The entries are to be reproduced word for word, with all images left out.

Stored entries
________________________________________
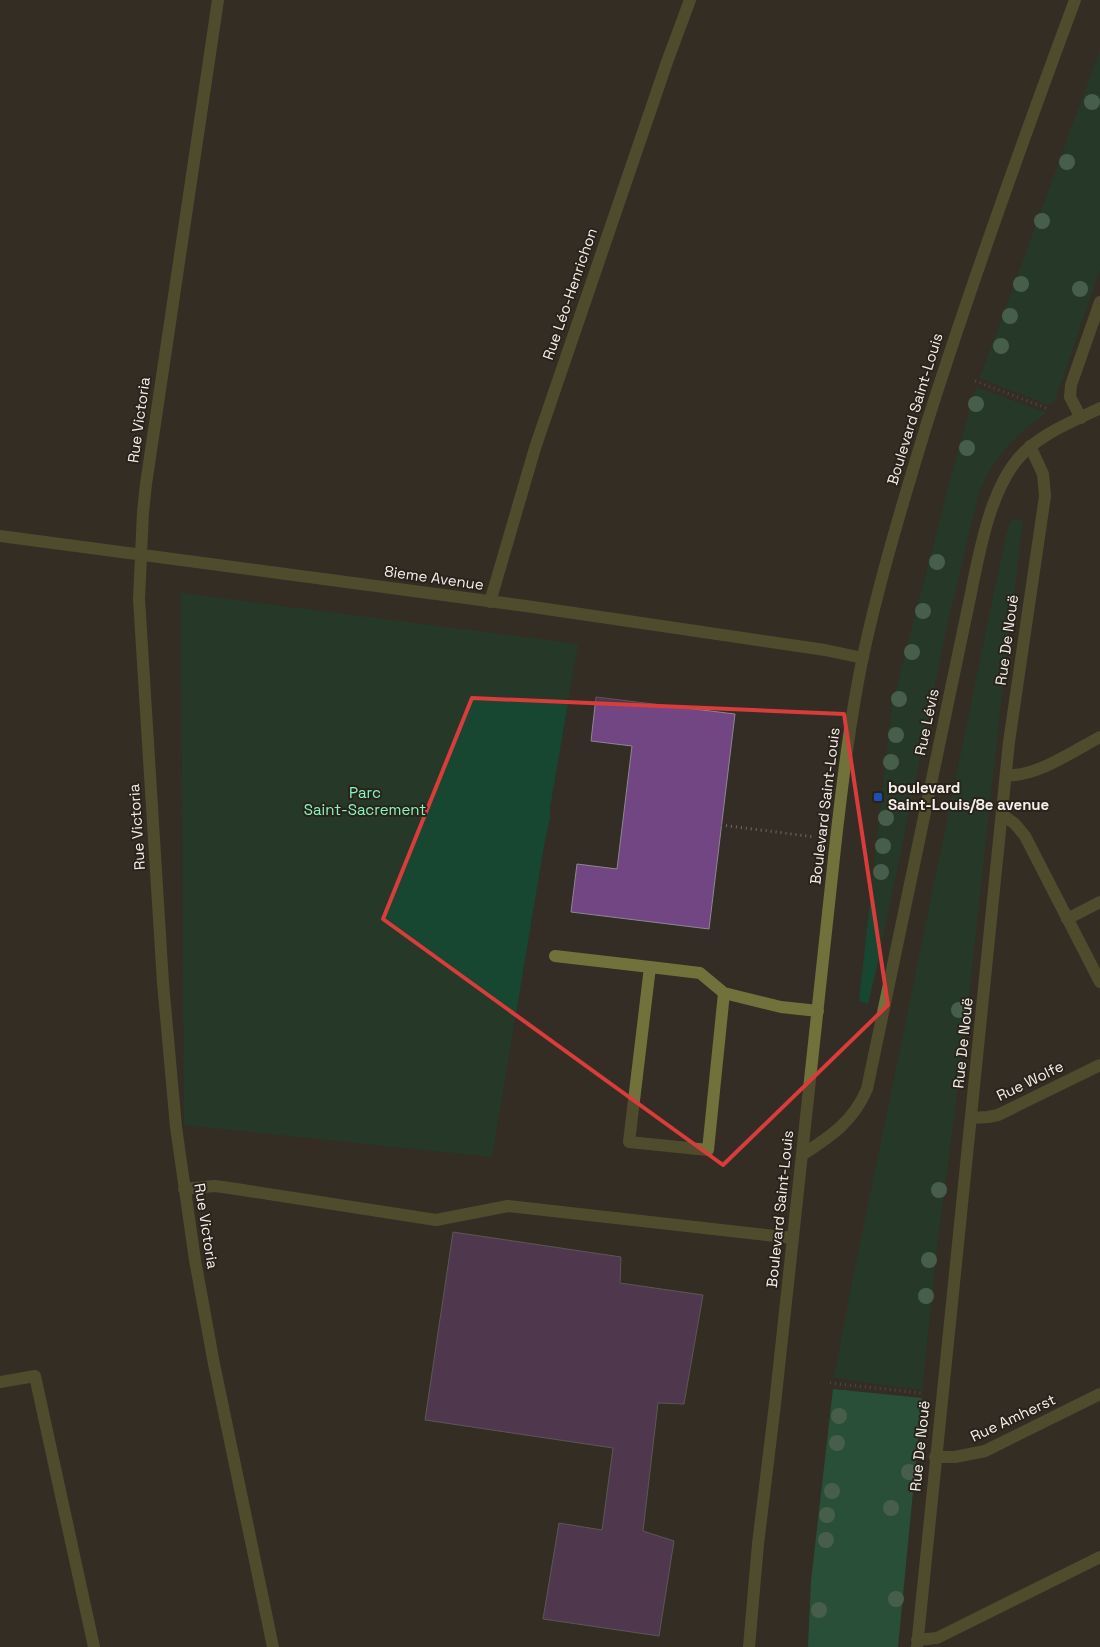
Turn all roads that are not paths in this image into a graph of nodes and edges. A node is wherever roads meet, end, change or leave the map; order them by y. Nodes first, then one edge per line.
1 (218, 0) edge
2 (690, 0) edge
3 (1075, 0) edge
4 (1100, 302) edge
5 (1100, 408) edge
6 (1081, 418) junction
7 (1030, 446) junction
8 (0, 536) edge
9 (140, 555) junction
10 (490, 602) junction
11 (863, 658) junction
12 (1100, 737) edge
13 (1006, 775) junction
14 (1003, 815) junction
15 (1100, 902) edge
16 (1067, 918) junction
17 (555, 956) dead end
18 (650, 967) junction
19 (1100, 982) edge
20 (724, 993) junction
21 (818, 1011) junction
22 (1100, 1065) edge
23 (971, 1118) junction
24 (802, 1155) junction
25 (184, 1189) junction
26 (793, 1238) junction
27 (0, 1382) edge
28 (1100, 1394) edge
29 (935, 1457) junction
30 (1100, 1557) edge
31 (917, 1644) edge
32 (94, 1647) edge
33 (273, 1647) edge
34 (749, 1647) edge

1 - 9 street, Rue Victoria
2 - 10 street, Rue Léo-Henrichon
3 - 11 street, Boulevard Saint-Louis
4 - 6 street
5 - 6 street, Rue Lévis
6 - 7 street, Rue Lévis
7 - 13 street, Rue De Nouë
7 - 24 street, Rue Lévis
8 - 9 street, 8ieme Avenue
9 - 10 street, 8ieme Avenue
9 - 25 street, Rue Victoria
10 - 11 street, 8ieme Avenue
11 - 21 street, Boulevard Saint-Louis
12 - 13 street
13 - 14 street, Rue De Nouë
14 - 16 street
14 - 23 street, Rue De Nouë
15 - 16 street
16 - 19 street
17 - 18 street
18 - 20 street
18 - 20 street
20 - 21 street
21 - 24 street, Boulevard Saint-Louis
22 - 23 street, Rue Wolfe
23 - 29 street, Rue De Nouë
24 - 26 street, Boulevard Saint-Louis
25 - 26 street
25 - 33 street, Rue Victoria
26 - 34 street, Boulevard Saint-Louis
27 - 32 street
28 - 29 street, Rue Amherst
29 - 31 street, Rue De Nouë
30 - 31 street

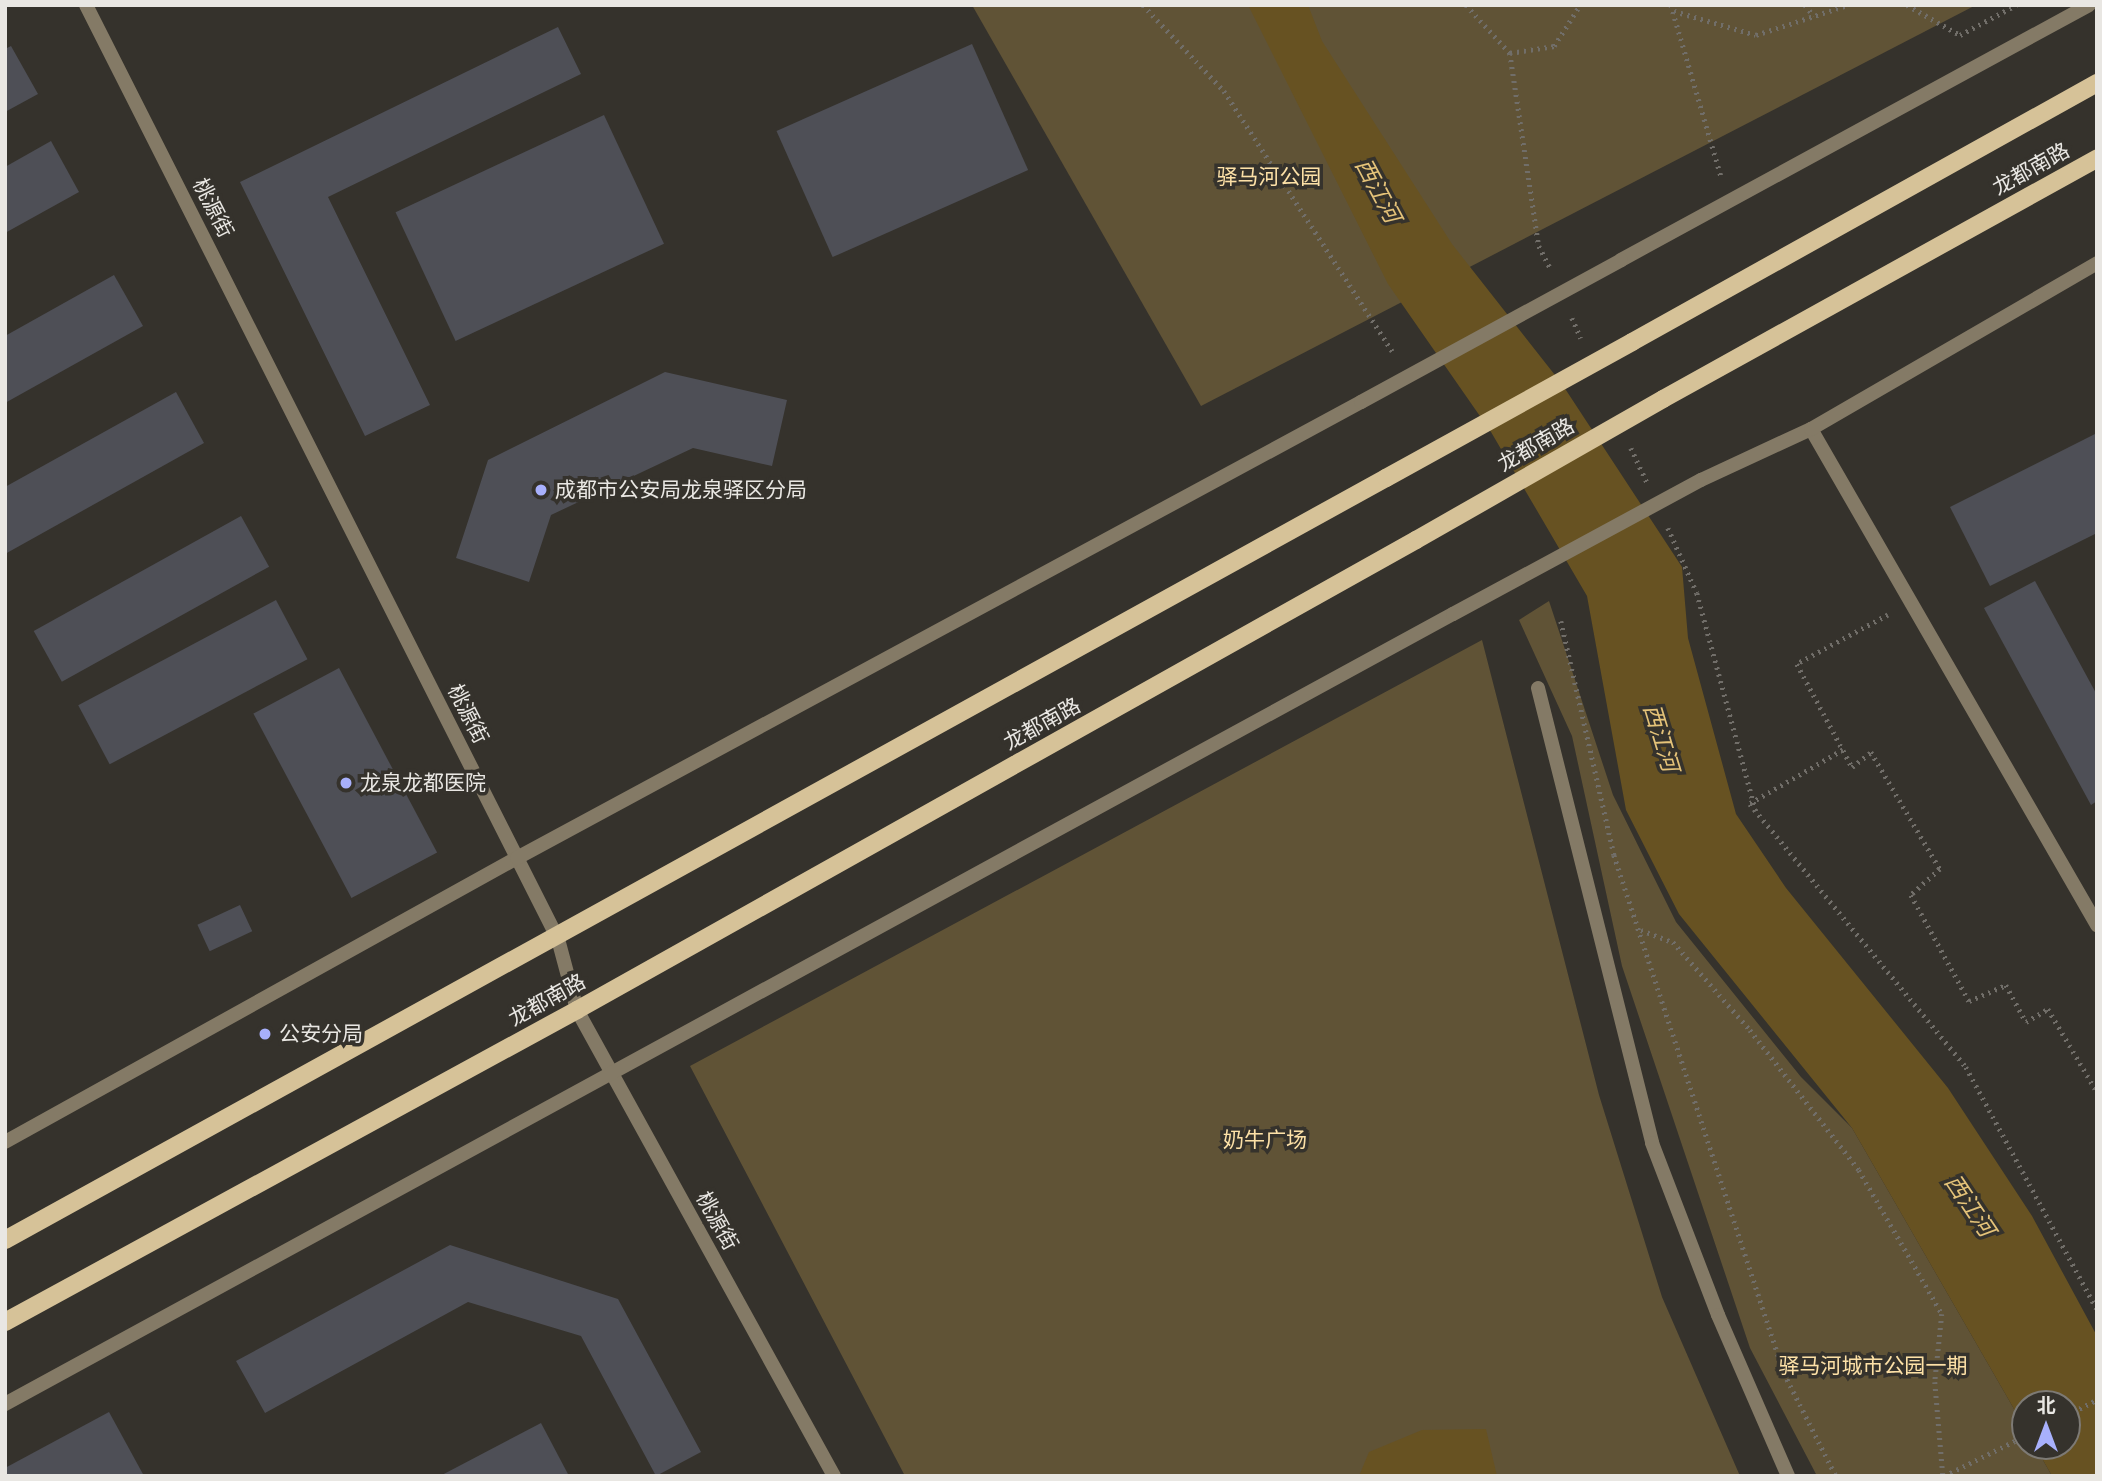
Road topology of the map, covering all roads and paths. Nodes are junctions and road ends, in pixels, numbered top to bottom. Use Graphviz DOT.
graph roads {
  1 [pos="86,5"];
  2 [pos="1143,5"];
  3 [pos="1580,5"];
  4 [pos="1805,5"];
  5 [pos="1847,5"];
  6 [pos="1907,5"];
  7 [pos="2017,5"];
  8 [pos="2089,5"];
  9 [pos="1672,8"];
  10 [pos="1814,16"];
  11 [pos="1510,52"];
  12 [pos="2097,83"];
  13 [pos="2097,158"];
  14 [pos="1729,202"];
  15 [pos="2097,263"];
  16 [pos="1392,351"];
  17 [pos="1811,429"];
  18 [pos="1911,602"];
  19 [pos="1561,621"];
  20 [pos="1538,688"];
  21 [pos="1843,750"];
  22 [pos="517,858"];
  23 [pos="2097,925"];
  24 [pos="1640,930"];
  25 [pos="558,939"];
  26 [pos="577,1010"];
  27 [pos="612,1073"];
  28 [pos="2097,1092"];
  29 [pos="5,1142"];
  30 [pos="5,1240"];
  31 [pos="2097,1309"];
  32 [pos="5,1322"];
  33 [pos="2097,1400"];
  34 [pos="5,1404"];
  35 [pos="2081,1408"];
  36 [pos="2011,1443"];
  37 [pos="834,1476"];
  38 [pos="1788,1476"];
  39 [pos="1836,1476"];
  40 [pos="1943,1476"];
  1 -- 22 [label="street, 桃源街"];
  2 -- 16 [label="path"];
  3 -- 11 [label="path"];
  4 -- 10 [label="path"];
  5 -- 10 [label="path"];
  6 -- 7 [label="path"];
  8 -- 14 [label="street"];
  9 -- 10 [label="path"];
  9 -- 14 [label="path"];
  12 -- 25 [label="main road, 龙都南路, bridge"];
  13 -- 26 [label="main road, 龙都南路, bridge"];
  14 -- 22 [label="street, bridge"];
  15 -- 17 [label="street"];
  17 -- 18 [label="street"];
  17 -- 27 [label="street, bridge"];
  18 -- 21 [label="path"];
  18 -- 23 [label="street"];
  19 -- 24 [label="path"];
  20 -- 38 [label="street"];
  21 -- 28 [label="path"];
  21 -- 31 [label="path"];
  22 -- 25 [label="street, 桃源街"];
  22 -- 29 [label="street"];
  24 -- 39 [label="path"];
  24 -- 40 [label="path"];
  25 -- 26 [label="street, 桃源街"];
  25 -- 30 [label="main road, 龙都南路"];
  26 -- 27 [label="street, 桃源街"];
  26 -- 32 [label="main road, 龙都南路"];
  27 -- 34 [label="street"];
  27 -- 37 [label="street, 桃源街"];
  33 -- 35 [label="path"];
  36 -- 40 [label="path"];
}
________________________________________
Result -
Turn all roads that are not paths in this image into a graph of nodes and edges. A node is wherever roads meet, end, change or leave the map; order them by y. Nodes first, then one edge per line.
1 (218, 0) edge
2 (690, 0) edge
3 (1075, 0) edge
4 (1100, 302) edge
5 (1100, 408) edge
6 (1081, 418) junction
7 (1030, 446) junction
8 (0, 536) edge
9 (140, 555) junction
10 (490, 602) junction
11 (863, 658) junction
12 (1100, 737) edge
13 (1006, 775) junction
14 (1003, 815) junction
15 (1100, 902) edge
16 (1067, 918) junction
17 (555, 956) dead end
18 (650, 967) junction
19 (1100, 982) edge
20 (724, 993) junction
21 (818, 1011) junction
22 (1100, 1065) edge
23 (971, 1118) junction
24 (802, 1155) junction
25 (184, 1189) junction
26 (793, 1238) junction
27 (0, 1382) edge
28 (1100, 1394) edge
29 (935, 1457) junction
30 (1100, 1557) edge
31 (917, 1644) edge
32 (94, 1647) edge
33 (273, 1647) edge
34 (749, 1647) edge

1 - 9 street, Rue Victoria
2 - 10 street, Rue Léo-Henrichon
3 - 11 street, Boulevard Saint-Louis
4 - 6 street
5 - 6 street, Rue Lévis
6 - 7 street, Rue Lévis
7 - 13 street, Rue De Nouë
7 - 24 street, Rue Lévis
8 - 9 street, 8ieme Avenue
9 - 10 street, 8ieme Avenue
9 - 25 street, Rue Victoria
10 - 11 street, 8ieme Avenue
11 - 21 street, Boulevard Saint-Louis
12 - 13 street
13 - 14 street, Rue De Nouë
14 - 16 street
14 - 23 street, Rue De Nouë
15 - 16 street
16 - 19 street
17 - 18 street
18 - 20 street
18 - 20 street
20 - 21 street
21 - 24 street, Boulevard Saint-Louis
22 - 23 street, Rue Wolfe
23 - 29 street, Rue De Nouë
24 - 26 street, Boulevard Saint-Louis
25 - 26 street
25 - 33 street, Rue Victoria
26 - 34 street, Boulevard Saint-Louis
27 - 32 street
28 - 29 street, Rue Amherst
29 - 31 street, Rue De Nouë
30 - 31 street

Road topology of the map, covering all roads and paths. Nodes are junctions and road ends, in pixels, numbered top to bottom. Use Graphviz DOT.
graph roads {
  1 [pos="86,5"];
  2 [pos="1143,5"];
  3 [pos="1580,5"];
  4 [pos="1805,5"];
  5 [pos="1847,5"];
  6 [pos="1907,5"];
  7 [pos="2017,5"];
  8 [pos="2089,5"];
  9 [pos="1672,8"];
  10 [pos="1814,16"];
  11 [pos="1510,52"];
  12 [pos="2097,83"];
  13 [pos="2097,158"];
  14 [pos="1729,202"];
  15 [pos="2097,263"];
  16 [pos="1392,351"];
  17 [pos="1811,429"];
  18 [pos="1911,602"];
  19 [pos="1561,621"];
  20 [pos="1538,688"];
  21 [pos="1843,750"];
  22 [pos="517,858"];
  23 [pos="2097,925"];
  24 [pos="1640,930"];
  25 [pos="558,939"];
  26 [pos="577,1010"];
  27 [pos="612,1073"];
  28 [pos="2097,1092"];
  29 [pos="5,1142"];
  30 [pos="5,1240"];
  31 [pos="2097,1309"];
  32 [pos="5,1322"];
  33 [pos="2097,1400"];
  34 [pos="5,1404"];
  35 [pos="2081,1408"];
  36 [pos="2011,1443"];
  37 [pos="834,1476"];
  38 [pos="1788,1476"];
  39 [pos="1836,1476"];
  40 [pos="1943,1476"];
  1 -- 22 [label="street, 桃源街"];
  2 -- 16 [label="path"];
  3 -- 11 [label="path"];
  4 -- 10 [label="path"];
  5 -- 10 [label="path"];
  6 -- 7 [label="path"];
  8 -- 14 [label="street"];
  9 -- 10 [label="path"];
  9 -- 14 [label="path"];
  12 -- 25 [label="main road, 龙都南路, bridge"];
  13 -- 26 [label="main road, 龙都南路, bridge"];
  14 -- 22 [label="street, bridge"];
  15 -- 17 [label="street"];
  17 -- 18 [label="street"];
  17 -- 27 [label="street, bridge"];
  18 -- 21 [label="path"];
  18 -- 23 [label="street"];
  19 -- 24 [label="path"];
  20 -- 38 [label="street"];
  21 -- 28 [label="path"];
  21 -- 31 [label="path"];
  22 -- 25 [label="street, 桃源街"];
  22 -- 29 [label="street"];
  24 -- 39 [label="path"];
  24 -- 40 [label="path"];
  25 -- 26 [label="street, 桃源街"];
  25 -- 30 [label="main road, 龙都南路"];
  26 -- 27 [label="street, 桃源街"];
  26 -- 32 [label="main road, 龙都南路"];
  27 -- 34 [label="street"];
  27 -- 37 [label="street, 桃源街"];
  33 -- 35 [label="path"];
  36 -- 40 [label="path"];
}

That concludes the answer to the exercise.